Shamsun Nahar, 17, said he was reluctant to leave the camp despite hearing about how dangerous the crossing could be. Her father, a cleric, found her a match, a man from the same village in Rakhine, working as a carpenter in Malaysia.

“I talked to him on a video call, and I like him from every angle,” Ms. Nahar said about their brief marriage over the phone. “It wasn’t too big, it wasn’t too small. It felt great. “

Her fiance had to pay Rs 4,500 for her passage, Mr Nahar said. The space she had occupied on the boat for months was close to the engine, so noisy that she couldn’t hear anyone else’s voices.

He said both Rohingya Muslims and ethnic Rakhine Buddhists were beaten with plastic pipes by smugglers and brokers. The food was served on a sheet of smelly plastic with the remnants of the previous week, each meal smelling with an odor.
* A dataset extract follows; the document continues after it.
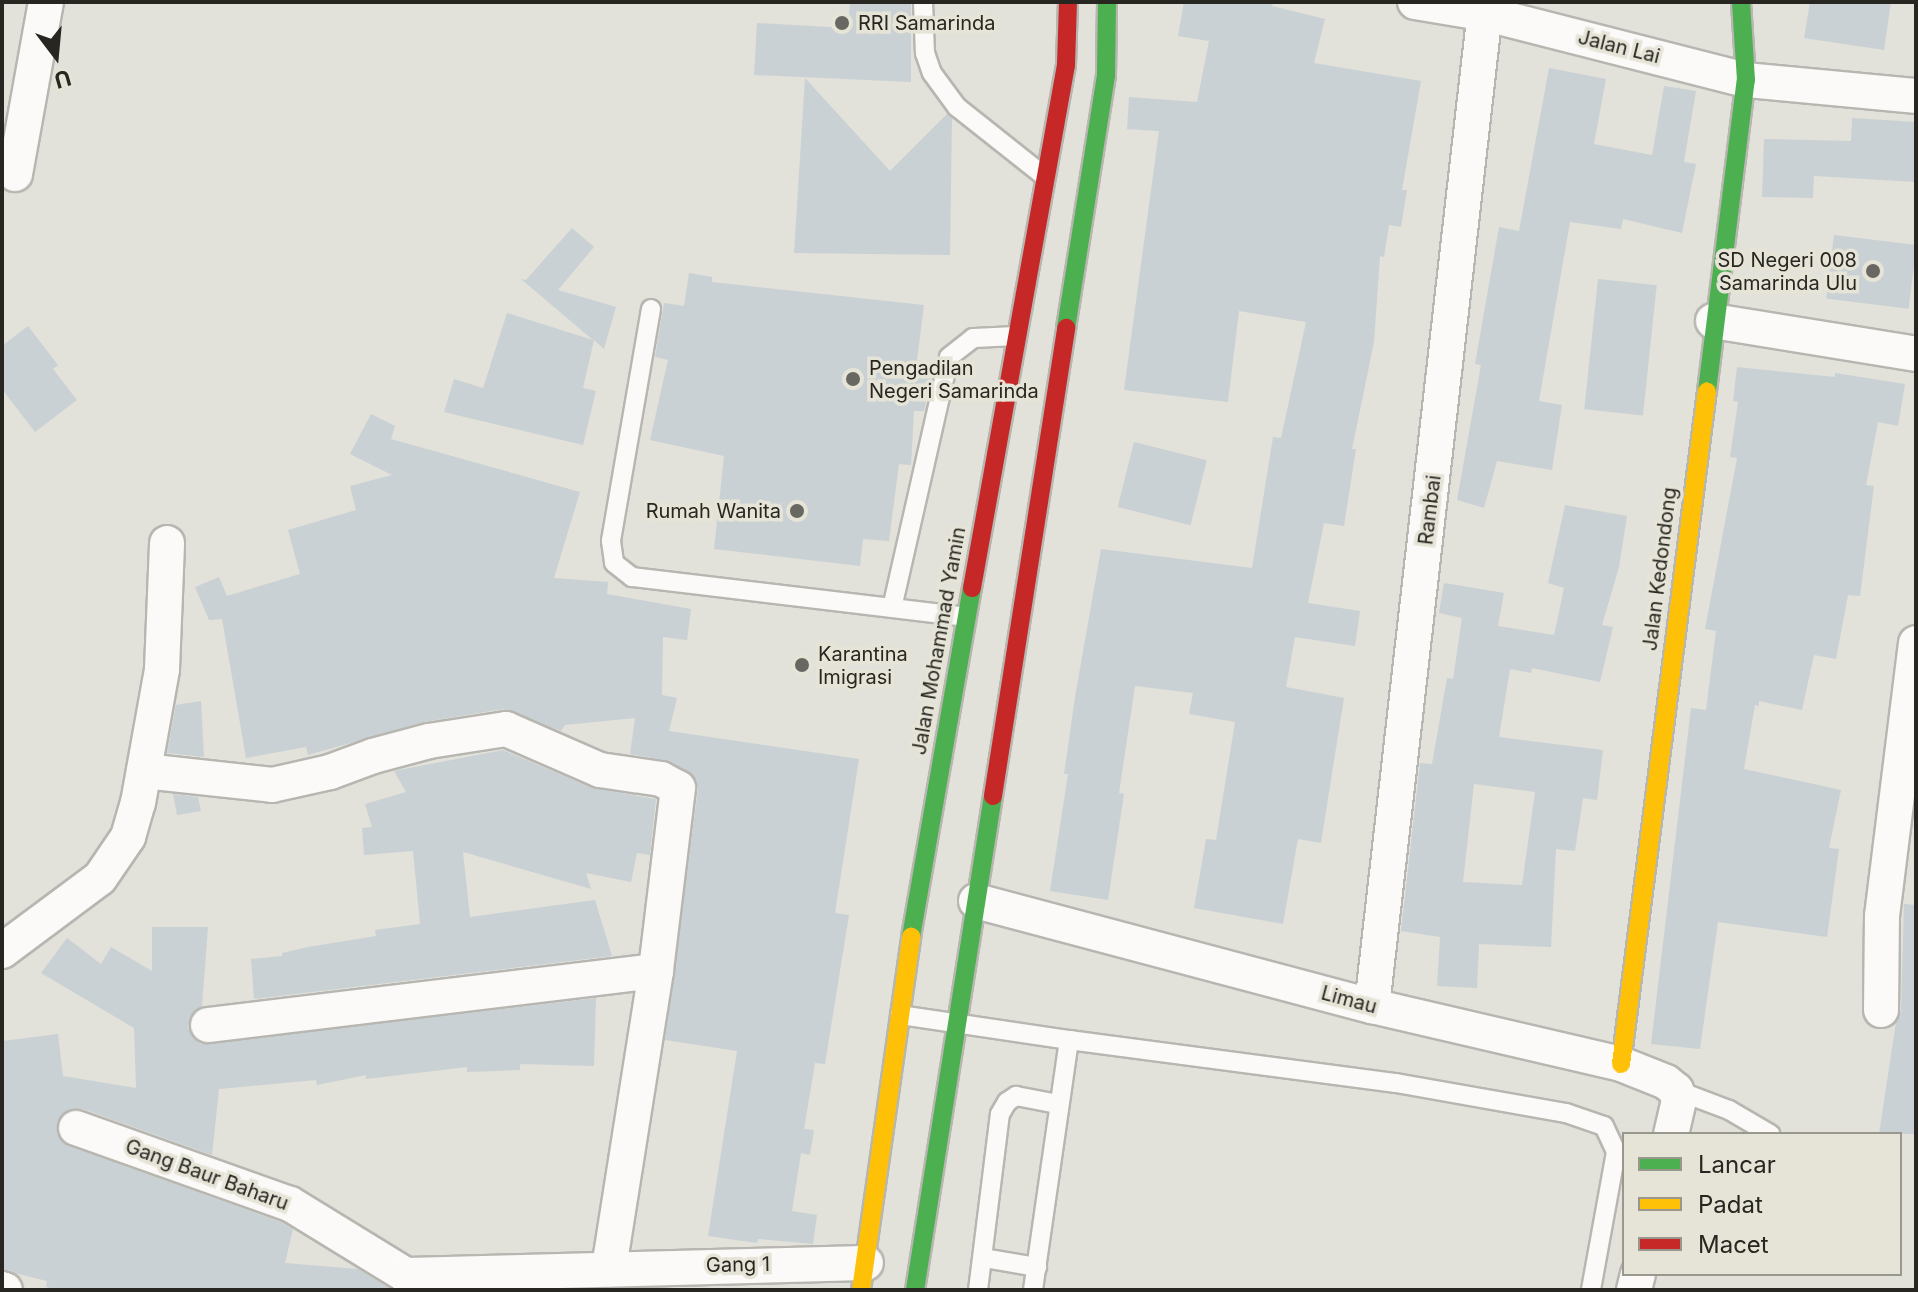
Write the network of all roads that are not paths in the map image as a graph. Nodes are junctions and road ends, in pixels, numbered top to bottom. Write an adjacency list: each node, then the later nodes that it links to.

“I am safe now, but I am separated from my family and my fianc,” Ms Nahar said after arriving in Indonesia last month. “What will happen next?” I don’t know. “

Although previous waves of Rohingya, who landed in Indonesia, were mostly going to Malaysia, only a few people from this year’s crossing have been able to reunite with their families or future husbands.

When Naimot Shah married his wife Majuma Bibi, she was 14 years old and she was 12 years old. Touched the roofs of their childhood homes in Rakhine, he said, as close as possible.

In 2014, Mr Shah paid human traffickers on a 28-day journey to take him from Rakhine to Malaysia, which almost killed him. She was six months old when her daughter was released. Three years later, his family fled to Bangladesh after the Myanmar army’s campaign of killing, raping and forcibly displacing the Rohingya.

From a refugee camp in Bangladesh, Mr. Shah’s wife requested him to pay her and his daughter to join Malaysia. Knowing how dangerous the trip was, he refused.

But his wife, whom Mr. Shah called “very clever,” quietly saved the money he sent her from her job as a construction worker. In late March, she and her daughter climbed the boundary in a fishing trawler, hoping to find where her husband lived.

Mr Shah said, “They went without my permission so I was very annoyed.”

As news of Mass’s drowning reached him, he assumed his family had died at sea. But on June 24, Mr. Shah heard that a boat had arrived in Indonesia. He identified his wife and daughter by scanning the crowd on video.

“I have never felt so happy because I knew they were alive,” said Mr Shah.

He said other Rohingyas in Malaysia had taken second or third wives. But it won’t. Instead, he went to Indonesia to reunite with his wife and daughter. Mr. Shah said, ‘I will stick to one wife.’ “She made all these journeys, faced this difficult time for me.”